The clinical psychologist perched on the edge of her chair at the foot of my hospital bed. She glanced through my intake information sheet detailing my answers to previously asked questions: Are you depressed? Ever thought of harming yourself? I guess there was a good reason for asking … I was lying in the bed paralyzed, after all. Finally, she asked, "What is your rehabilitation goal while you're a patient here?" I thought for a moment, and said that with therapy and time, I expected 100 percent restoration of the use of my body. She pursed her lips, tapped her pen and said, "One hundred percent? Don't you think that might be … a little … unrealistic?"
"Oh, lady," I thought, "it is so on."
The trouble started with numbness in my hands. I am not a stomach sleeper, so I hadn't slept on them, but nonetheless, I shook my hands back and forth for 30 minutes as if to dismiss the last vestiges of dreams. Suspecting a neurological problem, I presented myself to the emergency-room doctor, who thought it might be a medication reaction. I was skeptical, as by then my legs had started to feel very heavy and I had this weird, staggering gait. After a normal CT scan and MRI, I asked for a neurologist. The specialist examined me and said, "You know, I think you have Guillain-Barré Syndrome."
I'd heard of the syndrome and already knew it was an autoimmune disorder in which some of your white blood cells attack the myelin sheaths that cover your nerves and control your muscles. It is a rare disorder, affecting one in 100,000 people. I knew that most people eventually recover from it. As befits a member of the It Could Be Worse Society, I remember telling myself, "Well, at least it's not brain cancer."
I wish I could say it wasn't a trial, because it was. Apparently God wanted me to give up walking for Lent. Within 18 hours, I was paralyzed from the shoulders down. The nerve pain was so bad that at one point, my blood pressure shot up to 220/120, and I thought I was going to have a stroke. I had a needle stuck in my belly every day for five weeks to prevent blood clots. I lost 20 pounds of muscle in the first eight days as my body fought for protein to keep functioning. After a week in ICU receiving gamma globulin therapy, I was transferred to a rehabilitation center. My only pity party occurred my first week in rehab, when I was inadvertently left at the "feeding assistance table." Everyone else had been whisked away as the day room's tables were popped up into the ceiling and the noisy room transformed into a physical therapy gym. I couldn't exactly wave anyone down.

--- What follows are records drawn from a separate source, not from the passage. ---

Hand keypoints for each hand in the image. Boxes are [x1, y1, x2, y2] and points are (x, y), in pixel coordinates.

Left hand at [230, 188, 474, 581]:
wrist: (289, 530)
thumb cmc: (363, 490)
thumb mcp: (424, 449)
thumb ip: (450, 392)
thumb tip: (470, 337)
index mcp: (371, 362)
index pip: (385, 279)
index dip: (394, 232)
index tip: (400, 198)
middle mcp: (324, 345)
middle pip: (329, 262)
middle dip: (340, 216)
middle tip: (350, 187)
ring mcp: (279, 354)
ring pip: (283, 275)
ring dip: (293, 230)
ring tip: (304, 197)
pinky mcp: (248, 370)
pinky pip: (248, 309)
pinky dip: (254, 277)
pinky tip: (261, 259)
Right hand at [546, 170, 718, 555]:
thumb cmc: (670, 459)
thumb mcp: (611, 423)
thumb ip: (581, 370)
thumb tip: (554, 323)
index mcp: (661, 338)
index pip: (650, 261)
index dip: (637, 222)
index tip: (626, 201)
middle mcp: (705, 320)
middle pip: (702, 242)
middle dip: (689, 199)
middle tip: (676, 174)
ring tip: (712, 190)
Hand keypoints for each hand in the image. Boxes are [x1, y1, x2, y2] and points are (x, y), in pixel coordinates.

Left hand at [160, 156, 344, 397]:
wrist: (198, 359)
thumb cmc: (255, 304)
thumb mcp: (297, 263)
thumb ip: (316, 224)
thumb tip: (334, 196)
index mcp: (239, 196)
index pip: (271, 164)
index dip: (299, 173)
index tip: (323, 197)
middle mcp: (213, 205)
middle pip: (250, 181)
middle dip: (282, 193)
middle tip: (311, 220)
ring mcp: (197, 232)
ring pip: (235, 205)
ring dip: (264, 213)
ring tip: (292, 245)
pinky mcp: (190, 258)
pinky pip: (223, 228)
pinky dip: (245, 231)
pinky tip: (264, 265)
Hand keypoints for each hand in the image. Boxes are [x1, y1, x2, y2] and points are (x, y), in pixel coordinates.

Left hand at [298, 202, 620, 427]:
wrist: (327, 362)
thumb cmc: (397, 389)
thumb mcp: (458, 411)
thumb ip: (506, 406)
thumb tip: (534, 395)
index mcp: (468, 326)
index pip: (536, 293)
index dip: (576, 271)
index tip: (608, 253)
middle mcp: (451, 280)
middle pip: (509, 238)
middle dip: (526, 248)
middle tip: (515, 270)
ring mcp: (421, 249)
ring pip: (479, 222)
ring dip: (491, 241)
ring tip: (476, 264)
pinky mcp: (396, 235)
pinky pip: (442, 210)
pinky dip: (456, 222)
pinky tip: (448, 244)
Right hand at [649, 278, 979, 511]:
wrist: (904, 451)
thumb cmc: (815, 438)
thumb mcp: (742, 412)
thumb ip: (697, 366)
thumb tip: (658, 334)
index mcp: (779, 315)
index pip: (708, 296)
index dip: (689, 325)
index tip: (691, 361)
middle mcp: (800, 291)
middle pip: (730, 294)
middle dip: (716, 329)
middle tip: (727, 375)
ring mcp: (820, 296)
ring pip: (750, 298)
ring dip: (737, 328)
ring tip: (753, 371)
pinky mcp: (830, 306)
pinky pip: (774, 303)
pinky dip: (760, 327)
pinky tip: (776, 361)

I committed to doing one new thing every day. I moved one toe, then another. On my eighth day of rehab, I stood and staggered down the parallel bars. Everybody cheered. When asked to do 20 steps on my walker, I did 30. I exercised in bed. I tried to ignore the stories of Guillain-Barré patients with not-so-good endings. Apparently there are six degrees of medical separation, and visitors love to regale you with tales of someone's cousin's friend's dog sitter having Guillain-Barré.
After five weeks of hospitalization, I was discharged on Good Friday and walked into my church Saturday for the Easter vigil celebrating Christ rising from the tomb. The theological irony was not lost on me.
I count it a miracle.
When people ask me how I recovered so quickly, I have a few ideas. Excellent care, for one thing: I submitted to the process. I never lost my sense of humor and refused to put up with anyone who did. What I did lose was any sense of shame. Think nothing of asking friends to floss your teeth. You'll find this will really cement your relationship.
Facing a major health event also led me to reprioritize my life. At age 45, I've decided to return to school and get a degree in nursing. In whatever ways this illness has shaped who I am now, maybe I can offer the salve of empathy to another.
I once saw a documentary that concluded the one thing people who live to be 100 hold in common is a true resilience against life's adversities. They never wallow in despair. I have since tried to follow that example. My family made a poster for my hospital room with a picture of me standing with my walker and our mantra written at the bottom: "If the bone ain't showin', keep on goin'. "
Susan Brumfield is a Hanover County resident and Virginia Commonwealth University graduate with a bachelor of science degree in mass communications. She and her husband, Dale, have three children.